● WHAT TO WORK ON
List each line of the data that holds the string "hidden", please.

**** RECORDS FOR THE EXERCISE

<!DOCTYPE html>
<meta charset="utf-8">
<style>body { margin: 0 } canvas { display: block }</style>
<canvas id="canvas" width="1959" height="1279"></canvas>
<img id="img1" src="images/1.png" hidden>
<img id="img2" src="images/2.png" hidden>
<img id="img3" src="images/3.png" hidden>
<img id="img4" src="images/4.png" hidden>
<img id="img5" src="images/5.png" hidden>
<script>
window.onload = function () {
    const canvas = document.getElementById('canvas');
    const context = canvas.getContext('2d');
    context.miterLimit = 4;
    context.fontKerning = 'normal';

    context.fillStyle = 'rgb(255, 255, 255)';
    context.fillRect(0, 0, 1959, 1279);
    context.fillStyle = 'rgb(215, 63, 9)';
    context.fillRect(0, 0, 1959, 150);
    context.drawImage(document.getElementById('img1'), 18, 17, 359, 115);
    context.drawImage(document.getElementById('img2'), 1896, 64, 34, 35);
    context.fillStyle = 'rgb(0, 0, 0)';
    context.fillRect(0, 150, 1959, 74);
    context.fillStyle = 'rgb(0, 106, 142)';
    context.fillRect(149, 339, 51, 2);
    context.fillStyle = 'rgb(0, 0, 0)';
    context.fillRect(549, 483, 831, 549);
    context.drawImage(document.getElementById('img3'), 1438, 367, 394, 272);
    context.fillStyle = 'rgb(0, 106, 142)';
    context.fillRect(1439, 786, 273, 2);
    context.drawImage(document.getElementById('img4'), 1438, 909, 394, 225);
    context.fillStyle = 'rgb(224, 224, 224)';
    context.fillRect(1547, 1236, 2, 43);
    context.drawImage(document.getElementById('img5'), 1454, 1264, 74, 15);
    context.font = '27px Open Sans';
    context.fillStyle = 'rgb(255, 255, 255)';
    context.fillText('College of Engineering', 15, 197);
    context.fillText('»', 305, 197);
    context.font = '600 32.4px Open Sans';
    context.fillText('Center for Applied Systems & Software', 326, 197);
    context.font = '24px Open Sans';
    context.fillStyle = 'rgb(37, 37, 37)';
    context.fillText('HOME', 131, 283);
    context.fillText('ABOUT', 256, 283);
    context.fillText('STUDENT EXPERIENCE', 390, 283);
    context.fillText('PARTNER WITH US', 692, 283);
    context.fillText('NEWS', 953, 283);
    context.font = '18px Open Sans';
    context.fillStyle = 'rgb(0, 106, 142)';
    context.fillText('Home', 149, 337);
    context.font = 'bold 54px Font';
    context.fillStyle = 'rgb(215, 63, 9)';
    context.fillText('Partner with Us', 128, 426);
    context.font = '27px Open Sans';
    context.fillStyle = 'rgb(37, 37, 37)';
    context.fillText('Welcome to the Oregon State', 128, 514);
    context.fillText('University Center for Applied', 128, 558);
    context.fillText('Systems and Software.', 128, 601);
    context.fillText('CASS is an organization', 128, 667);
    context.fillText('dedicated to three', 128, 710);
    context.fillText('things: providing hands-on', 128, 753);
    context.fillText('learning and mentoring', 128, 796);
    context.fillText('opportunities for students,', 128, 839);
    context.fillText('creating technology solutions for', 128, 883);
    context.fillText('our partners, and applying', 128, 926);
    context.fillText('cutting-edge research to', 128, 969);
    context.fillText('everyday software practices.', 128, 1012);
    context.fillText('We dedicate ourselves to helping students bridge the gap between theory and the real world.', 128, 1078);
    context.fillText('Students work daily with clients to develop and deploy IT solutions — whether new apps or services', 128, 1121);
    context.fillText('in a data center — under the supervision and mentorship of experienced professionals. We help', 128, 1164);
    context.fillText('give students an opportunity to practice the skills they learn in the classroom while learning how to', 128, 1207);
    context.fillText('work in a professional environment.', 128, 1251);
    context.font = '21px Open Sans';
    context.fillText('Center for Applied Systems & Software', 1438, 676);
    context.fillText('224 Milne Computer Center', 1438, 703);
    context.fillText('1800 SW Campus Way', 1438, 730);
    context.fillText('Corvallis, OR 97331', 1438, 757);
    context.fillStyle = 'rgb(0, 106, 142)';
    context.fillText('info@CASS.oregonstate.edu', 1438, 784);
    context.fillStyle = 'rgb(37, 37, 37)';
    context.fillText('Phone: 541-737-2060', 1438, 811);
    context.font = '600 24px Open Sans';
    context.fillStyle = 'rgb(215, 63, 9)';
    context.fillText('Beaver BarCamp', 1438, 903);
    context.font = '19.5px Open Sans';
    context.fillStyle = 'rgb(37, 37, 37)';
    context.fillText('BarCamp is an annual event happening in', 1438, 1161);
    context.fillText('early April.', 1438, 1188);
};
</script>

********

● SOLVED PROBLEM
<img id="img1" src="images/1.png" hidden>
<img id="img2" src="images/2.png" hidden>
<img id="img3" src="images/3.png" hidden>
<img id="img4" src="images/4.png" hidden>
<img id="img5" src="images/5.png" hidden>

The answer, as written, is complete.